Try it:
Read the records below and copy each line that contains "numbered".

Data to process:
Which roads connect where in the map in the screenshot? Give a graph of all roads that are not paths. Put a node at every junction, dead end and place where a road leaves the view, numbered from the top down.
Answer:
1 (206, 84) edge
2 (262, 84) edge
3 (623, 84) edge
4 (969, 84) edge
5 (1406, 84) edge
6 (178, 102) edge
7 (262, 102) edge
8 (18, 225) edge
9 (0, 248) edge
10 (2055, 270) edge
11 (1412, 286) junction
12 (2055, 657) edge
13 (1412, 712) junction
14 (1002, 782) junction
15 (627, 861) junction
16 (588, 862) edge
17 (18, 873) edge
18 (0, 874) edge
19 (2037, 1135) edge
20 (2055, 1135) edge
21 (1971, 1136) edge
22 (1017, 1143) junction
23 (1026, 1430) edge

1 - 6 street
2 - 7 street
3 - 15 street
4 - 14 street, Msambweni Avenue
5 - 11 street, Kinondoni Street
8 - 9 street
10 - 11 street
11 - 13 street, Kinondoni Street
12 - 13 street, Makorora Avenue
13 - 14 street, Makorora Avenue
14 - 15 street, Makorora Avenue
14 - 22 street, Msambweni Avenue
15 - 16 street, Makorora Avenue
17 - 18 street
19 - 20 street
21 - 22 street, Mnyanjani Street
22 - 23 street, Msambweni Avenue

==

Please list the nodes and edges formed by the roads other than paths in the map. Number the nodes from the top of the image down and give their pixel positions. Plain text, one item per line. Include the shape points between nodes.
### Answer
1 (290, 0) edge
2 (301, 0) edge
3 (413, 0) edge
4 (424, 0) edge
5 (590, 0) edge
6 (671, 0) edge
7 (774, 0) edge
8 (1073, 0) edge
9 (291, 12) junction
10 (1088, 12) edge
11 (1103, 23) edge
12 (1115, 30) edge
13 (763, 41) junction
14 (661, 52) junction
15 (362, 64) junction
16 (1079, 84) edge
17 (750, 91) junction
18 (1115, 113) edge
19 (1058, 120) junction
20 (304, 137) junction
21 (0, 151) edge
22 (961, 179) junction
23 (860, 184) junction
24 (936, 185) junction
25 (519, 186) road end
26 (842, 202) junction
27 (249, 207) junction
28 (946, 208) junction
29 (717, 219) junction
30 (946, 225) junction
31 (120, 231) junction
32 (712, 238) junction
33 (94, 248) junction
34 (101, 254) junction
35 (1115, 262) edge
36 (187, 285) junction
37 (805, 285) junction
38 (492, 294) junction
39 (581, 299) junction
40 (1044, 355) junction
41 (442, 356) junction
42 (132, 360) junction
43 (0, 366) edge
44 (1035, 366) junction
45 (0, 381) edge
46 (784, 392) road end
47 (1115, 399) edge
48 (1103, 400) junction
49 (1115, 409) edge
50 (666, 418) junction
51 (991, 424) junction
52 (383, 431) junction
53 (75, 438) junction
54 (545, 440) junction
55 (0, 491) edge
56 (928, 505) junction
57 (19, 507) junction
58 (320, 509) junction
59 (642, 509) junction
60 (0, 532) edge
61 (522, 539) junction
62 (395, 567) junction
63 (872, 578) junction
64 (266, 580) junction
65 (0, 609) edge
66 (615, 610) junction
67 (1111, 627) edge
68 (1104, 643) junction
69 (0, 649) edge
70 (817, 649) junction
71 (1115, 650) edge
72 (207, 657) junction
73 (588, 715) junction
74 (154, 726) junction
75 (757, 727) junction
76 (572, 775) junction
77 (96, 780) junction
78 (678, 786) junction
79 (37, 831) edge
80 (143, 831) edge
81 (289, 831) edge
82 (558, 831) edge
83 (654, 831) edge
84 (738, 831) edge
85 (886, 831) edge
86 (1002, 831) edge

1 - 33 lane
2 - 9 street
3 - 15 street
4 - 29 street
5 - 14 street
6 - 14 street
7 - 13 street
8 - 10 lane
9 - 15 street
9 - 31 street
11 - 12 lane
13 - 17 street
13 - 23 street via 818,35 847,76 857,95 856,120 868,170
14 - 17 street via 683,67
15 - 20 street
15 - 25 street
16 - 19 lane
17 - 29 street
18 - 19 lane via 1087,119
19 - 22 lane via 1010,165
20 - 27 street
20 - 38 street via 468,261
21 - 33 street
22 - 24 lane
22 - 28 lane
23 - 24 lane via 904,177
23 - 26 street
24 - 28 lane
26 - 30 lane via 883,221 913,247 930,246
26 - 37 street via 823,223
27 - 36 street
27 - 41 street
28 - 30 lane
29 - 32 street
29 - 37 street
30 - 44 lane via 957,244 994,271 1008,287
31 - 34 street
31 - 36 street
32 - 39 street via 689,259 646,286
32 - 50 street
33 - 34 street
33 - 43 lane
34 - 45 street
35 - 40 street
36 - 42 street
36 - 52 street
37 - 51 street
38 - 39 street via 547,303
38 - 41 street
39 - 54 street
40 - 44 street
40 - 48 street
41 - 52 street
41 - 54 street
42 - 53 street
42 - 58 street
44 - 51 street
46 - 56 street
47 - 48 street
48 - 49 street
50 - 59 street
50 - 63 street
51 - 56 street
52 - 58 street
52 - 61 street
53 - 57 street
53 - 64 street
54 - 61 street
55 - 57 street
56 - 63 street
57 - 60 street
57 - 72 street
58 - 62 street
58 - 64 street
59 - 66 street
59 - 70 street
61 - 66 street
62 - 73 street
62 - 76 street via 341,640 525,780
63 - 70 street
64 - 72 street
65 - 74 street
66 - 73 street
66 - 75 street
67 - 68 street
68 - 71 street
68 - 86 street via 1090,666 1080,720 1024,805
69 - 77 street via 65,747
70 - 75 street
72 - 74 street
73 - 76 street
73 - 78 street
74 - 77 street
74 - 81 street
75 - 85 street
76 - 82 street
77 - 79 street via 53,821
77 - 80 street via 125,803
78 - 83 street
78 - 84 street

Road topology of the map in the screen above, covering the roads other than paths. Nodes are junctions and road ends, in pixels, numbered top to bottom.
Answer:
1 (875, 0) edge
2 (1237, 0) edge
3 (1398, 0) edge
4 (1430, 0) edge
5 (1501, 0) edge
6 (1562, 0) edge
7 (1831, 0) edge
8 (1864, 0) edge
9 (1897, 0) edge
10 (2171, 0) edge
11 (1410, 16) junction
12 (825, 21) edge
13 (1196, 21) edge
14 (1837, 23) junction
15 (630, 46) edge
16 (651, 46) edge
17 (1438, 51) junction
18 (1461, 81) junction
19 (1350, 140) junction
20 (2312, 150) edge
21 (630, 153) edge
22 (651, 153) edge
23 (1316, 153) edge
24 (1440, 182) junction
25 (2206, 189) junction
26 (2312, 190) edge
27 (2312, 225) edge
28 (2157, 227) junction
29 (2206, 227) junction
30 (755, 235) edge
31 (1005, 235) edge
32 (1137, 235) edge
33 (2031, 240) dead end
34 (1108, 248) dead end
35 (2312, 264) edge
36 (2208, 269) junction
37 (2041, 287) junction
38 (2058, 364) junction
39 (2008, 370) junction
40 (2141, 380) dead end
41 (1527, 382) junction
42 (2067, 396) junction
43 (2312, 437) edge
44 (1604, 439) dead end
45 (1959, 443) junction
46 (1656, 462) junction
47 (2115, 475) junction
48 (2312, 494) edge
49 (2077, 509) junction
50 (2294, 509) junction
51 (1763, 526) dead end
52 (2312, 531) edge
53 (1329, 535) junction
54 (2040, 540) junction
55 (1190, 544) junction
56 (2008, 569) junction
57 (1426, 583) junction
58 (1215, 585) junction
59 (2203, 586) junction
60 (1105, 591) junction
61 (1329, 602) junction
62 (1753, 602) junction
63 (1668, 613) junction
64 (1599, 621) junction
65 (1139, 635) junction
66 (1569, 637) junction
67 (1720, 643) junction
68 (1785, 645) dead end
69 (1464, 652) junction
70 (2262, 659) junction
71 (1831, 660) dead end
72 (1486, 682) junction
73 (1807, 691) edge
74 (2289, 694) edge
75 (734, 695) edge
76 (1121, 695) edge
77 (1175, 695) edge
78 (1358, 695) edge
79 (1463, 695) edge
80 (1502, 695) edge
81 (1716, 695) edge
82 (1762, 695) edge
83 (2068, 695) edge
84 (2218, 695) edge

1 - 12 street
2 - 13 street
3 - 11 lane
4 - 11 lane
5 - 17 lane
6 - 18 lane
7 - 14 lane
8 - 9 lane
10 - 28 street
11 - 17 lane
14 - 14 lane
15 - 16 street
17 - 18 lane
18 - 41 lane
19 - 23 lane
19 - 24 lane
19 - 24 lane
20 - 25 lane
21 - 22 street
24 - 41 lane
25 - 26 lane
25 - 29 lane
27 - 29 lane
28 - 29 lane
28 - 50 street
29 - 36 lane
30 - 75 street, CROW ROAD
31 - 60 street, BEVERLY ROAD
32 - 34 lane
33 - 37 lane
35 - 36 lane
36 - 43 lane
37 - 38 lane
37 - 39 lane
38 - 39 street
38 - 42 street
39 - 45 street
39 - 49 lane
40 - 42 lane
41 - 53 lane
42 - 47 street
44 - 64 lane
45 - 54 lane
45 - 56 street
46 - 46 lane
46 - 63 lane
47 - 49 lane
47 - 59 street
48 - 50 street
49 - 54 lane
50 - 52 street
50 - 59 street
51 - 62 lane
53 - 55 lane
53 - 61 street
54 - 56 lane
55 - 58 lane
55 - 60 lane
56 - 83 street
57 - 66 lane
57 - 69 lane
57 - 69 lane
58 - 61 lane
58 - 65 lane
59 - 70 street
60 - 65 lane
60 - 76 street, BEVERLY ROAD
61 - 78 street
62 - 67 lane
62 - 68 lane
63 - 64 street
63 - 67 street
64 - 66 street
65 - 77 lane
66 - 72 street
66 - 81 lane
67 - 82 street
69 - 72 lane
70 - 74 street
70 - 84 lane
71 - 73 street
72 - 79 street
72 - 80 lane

--

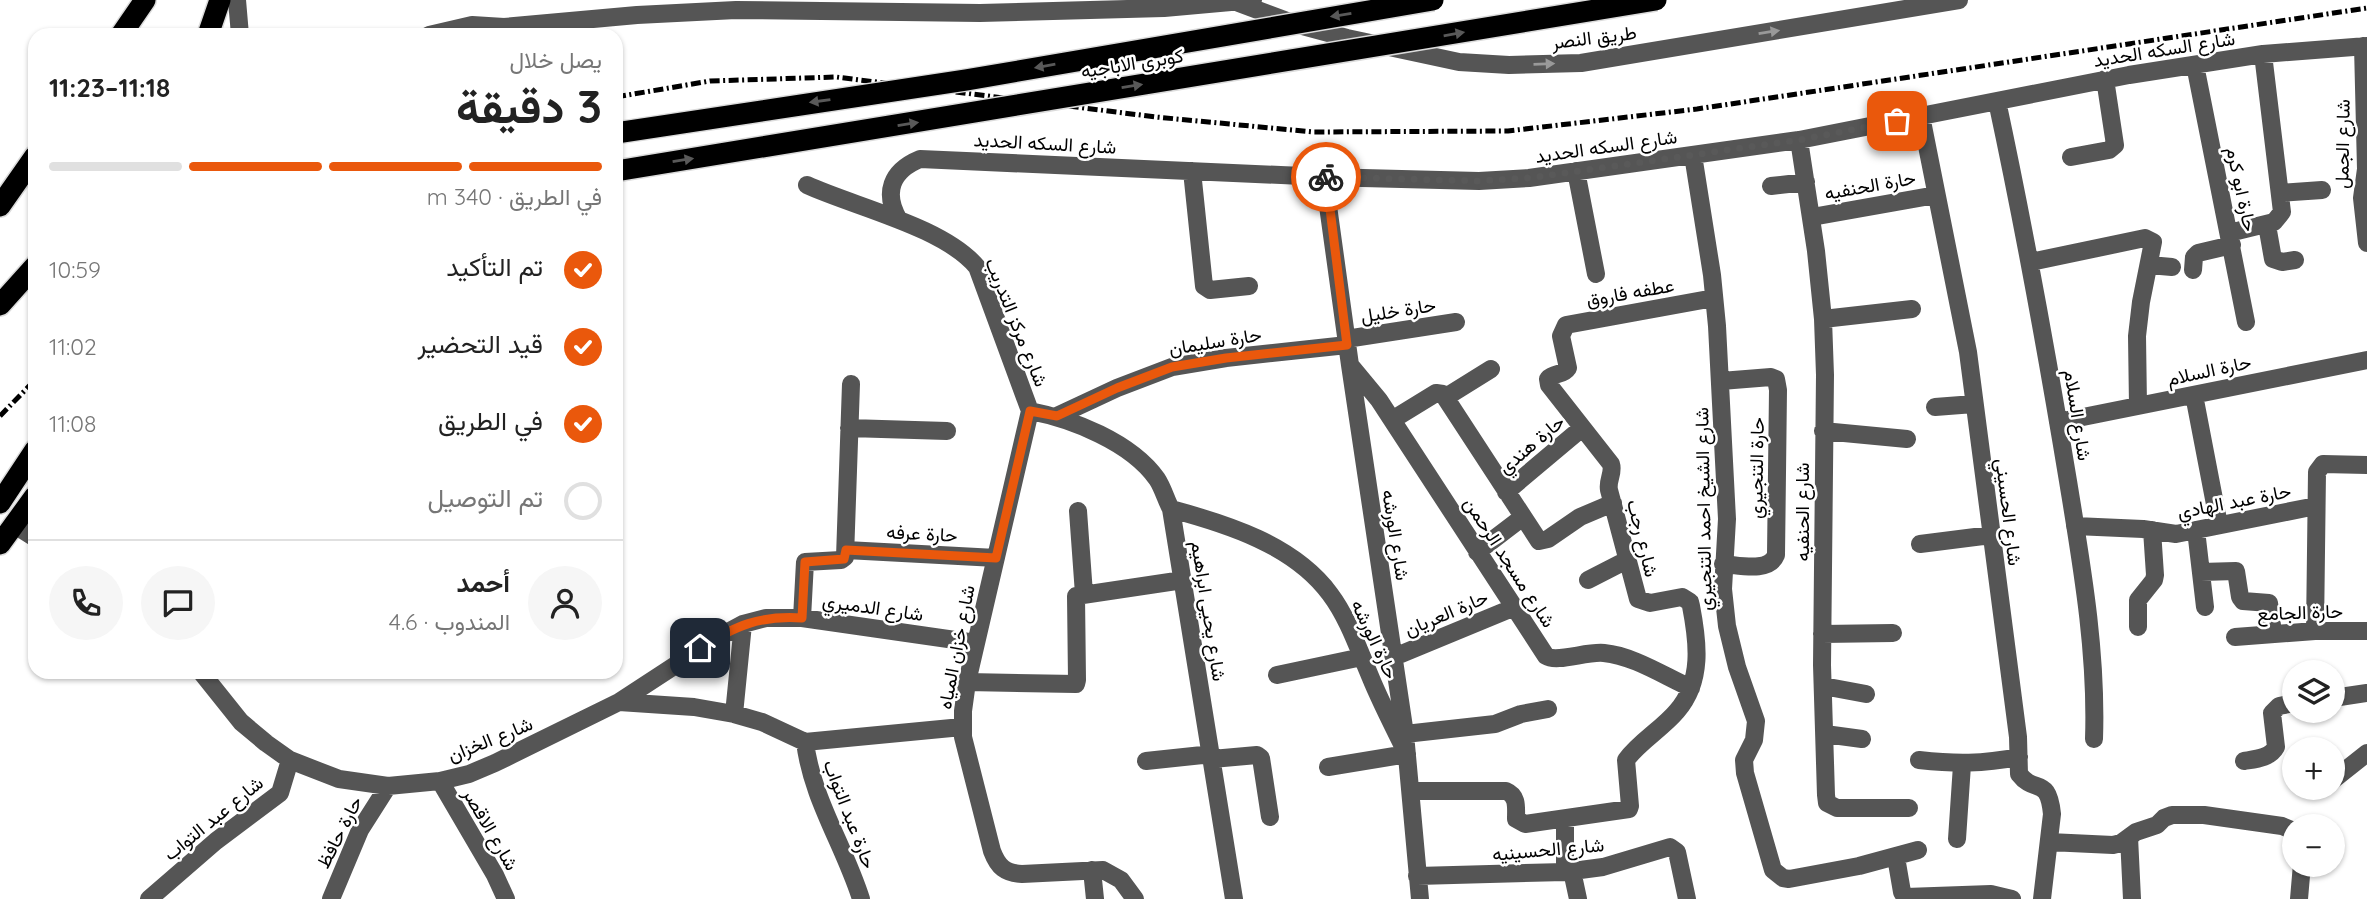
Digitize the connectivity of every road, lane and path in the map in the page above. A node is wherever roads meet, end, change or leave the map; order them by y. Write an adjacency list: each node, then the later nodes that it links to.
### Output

Answer box:
Which roads connect where in the map in the screenshot? Give a graph of all roads that are not paths. Put a node at every junction, dead end and place where a road leaves the view, numbered from the top down.
Road topology of the map in the screen above, covering the roads other than paths. Nodes are junctions and road ends, in pixels, numbered top to bottom.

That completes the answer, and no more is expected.